Being categorized as a “sectoral front organization” and target individuals, and being listed in the “sectoral/front organization Order of Battle” practically constitutes a death sentence. This appears to be consistent with reports about AFP troops involved in harassing, threatening and killing members and leaders of these organizations.   

Impunity

Bulatlat has documented at least 10 habeas corpus cases filed involving the disappearances of 18 individuals, 13 of them civilians while five are consultants of the NDFP in the peace negotiations with the Macapagal-Arroyo administration.

While seven cases (Narciso Parani-Jovito Velasco, Cadapan-Empeño-Merino, Prudencio Calubid, Rogelio Calubad, Leopoldo Ancheta, Philip Limjoco and Roland Porter) are still ongoing, three cases (Abalos, Tessie and Rodel Abellera and Philip Dela Cruz) have been dismissed by the Solicitor General for lack of merit on Aug 29, 2006.

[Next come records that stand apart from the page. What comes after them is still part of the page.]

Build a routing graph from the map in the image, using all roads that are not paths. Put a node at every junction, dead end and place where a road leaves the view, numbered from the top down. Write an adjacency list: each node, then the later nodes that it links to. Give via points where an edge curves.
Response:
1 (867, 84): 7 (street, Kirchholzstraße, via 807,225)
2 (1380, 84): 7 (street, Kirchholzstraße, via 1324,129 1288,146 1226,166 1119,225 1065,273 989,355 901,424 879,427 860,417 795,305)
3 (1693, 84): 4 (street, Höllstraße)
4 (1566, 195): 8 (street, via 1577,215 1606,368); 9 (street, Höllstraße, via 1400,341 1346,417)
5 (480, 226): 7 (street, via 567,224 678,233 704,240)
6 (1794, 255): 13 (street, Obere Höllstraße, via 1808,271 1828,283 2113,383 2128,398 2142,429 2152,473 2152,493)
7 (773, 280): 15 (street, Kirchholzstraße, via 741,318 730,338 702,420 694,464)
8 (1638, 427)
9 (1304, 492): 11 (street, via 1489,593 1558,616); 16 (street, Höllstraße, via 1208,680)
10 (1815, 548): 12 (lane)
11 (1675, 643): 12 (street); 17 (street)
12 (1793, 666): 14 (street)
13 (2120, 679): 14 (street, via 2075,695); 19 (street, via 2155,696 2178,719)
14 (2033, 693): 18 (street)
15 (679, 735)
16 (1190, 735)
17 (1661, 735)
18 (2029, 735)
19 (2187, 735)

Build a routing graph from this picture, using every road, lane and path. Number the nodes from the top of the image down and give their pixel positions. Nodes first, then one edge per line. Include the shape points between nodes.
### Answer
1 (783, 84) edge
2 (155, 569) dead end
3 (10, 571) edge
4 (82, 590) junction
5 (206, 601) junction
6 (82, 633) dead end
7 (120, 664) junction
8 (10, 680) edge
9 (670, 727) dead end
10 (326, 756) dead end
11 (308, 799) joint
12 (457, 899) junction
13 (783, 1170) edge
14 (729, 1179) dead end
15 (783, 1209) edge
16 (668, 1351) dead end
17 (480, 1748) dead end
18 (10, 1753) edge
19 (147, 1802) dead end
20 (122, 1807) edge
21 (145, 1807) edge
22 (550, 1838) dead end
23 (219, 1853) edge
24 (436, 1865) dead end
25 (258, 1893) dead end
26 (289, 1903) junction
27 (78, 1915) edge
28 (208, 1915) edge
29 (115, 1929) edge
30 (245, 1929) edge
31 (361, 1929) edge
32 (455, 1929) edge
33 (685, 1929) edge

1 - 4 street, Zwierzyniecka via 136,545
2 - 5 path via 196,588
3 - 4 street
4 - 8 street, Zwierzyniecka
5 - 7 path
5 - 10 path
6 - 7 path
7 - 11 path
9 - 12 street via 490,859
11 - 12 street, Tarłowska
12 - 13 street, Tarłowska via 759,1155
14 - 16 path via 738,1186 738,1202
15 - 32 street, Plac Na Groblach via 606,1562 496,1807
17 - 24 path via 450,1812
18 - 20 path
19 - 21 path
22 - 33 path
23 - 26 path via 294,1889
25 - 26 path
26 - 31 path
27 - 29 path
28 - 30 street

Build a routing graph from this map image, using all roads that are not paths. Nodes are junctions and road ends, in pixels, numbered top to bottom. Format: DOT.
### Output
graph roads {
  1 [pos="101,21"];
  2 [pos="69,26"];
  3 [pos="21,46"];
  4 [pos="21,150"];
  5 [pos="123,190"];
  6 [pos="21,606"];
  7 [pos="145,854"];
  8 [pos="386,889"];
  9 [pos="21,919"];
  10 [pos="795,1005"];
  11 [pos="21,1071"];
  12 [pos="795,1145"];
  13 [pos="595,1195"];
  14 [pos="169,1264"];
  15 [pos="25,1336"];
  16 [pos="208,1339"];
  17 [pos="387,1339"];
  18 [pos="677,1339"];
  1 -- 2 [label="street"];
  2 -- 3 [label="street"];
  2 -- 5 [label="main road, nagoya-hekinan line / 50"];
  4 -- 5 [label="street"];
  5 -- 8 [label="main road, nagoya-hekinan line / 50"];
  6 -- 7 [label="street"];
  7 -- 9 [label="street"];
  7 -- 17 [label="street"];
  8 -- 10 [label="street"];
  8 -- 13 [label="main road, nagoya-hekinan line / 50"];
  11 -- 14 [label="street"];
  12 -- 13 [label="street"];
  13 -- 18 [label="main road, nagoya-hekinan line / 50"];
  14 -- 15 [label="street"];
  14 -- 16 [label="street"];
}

The Abelleras were abducted by hooded armed-men who family members and witnesses alleged as soldiers belonging to the Delta Company of the 71st IB in their homes in Barangay Parista, Lupao, Nueva Ecija on July 13, 2006. Family members and witnesses said Dela Cruz was abducted by the same elements on July 20.

Calubid and Limjoco are numbers 21 and 23, respectively, in the Department of Justice’s list of 51 individuals charged with rebellion.

In all the seven ongoing cases, the military has denied the writ and have avoided court appearances.  For once, however, Palparan, Samson and Boac were forced to appear in court lest they would be cited for contempt.

The Parani-Velasco case had been submitted for decision in February but nothing has been issued so far.

In December 2003, the justice department found no probable cause against Msgt. Donald Caigas who was charged with murder and kidnapping of human rights worker Eden Marcellana and peasant leader Eddie Gumanoy and the arbitrary detention of four other survivors in Oriental Mindoro. An appeal filed by lawyers for the victim’s families to the justice secretary in February 2004 was also denied  belatedly on Nov. 27, 2006 despite court records showing positive identification of Caigas by the four survivors who turned witnesses.

Caigas remains at large, reports say.

Seeking justice

If the extrajudicial executions and forced disappearances are indeed part of state policy and the government’s counterinsurgency program, it is then impossible for victims and their relatives to obtain justice under the current dispensation. This also explains the comment of a police investigator assigned to probe into the killing of Bp Alberto Ramento of the PIC that they are being made to “clean up the mess of the military.”

What then is there left for the victims and their relatives to do to obtain justice?

They, along with people’s organizations and human rights groups have turned to the international community to generate pressure on the Arroyo government to stop the killings and forced disappearances. In October 2006, they filed a complaint before the UN Human Rights Council in Geneva. The Council was expected to ask the Arroyo government to reply. 

Early November, a similar case was also filed before the Permanent People’s Tribunal (PPT) in The Hague, Netherlands, which is also the seat of the International Crime Tribunal (ICC) and the International Court of Justice.  The PPT is an “international opinion tribunal, independent from any State authority, which publicly and analytically examines cases regarding violations of human rights and rights of peoples.”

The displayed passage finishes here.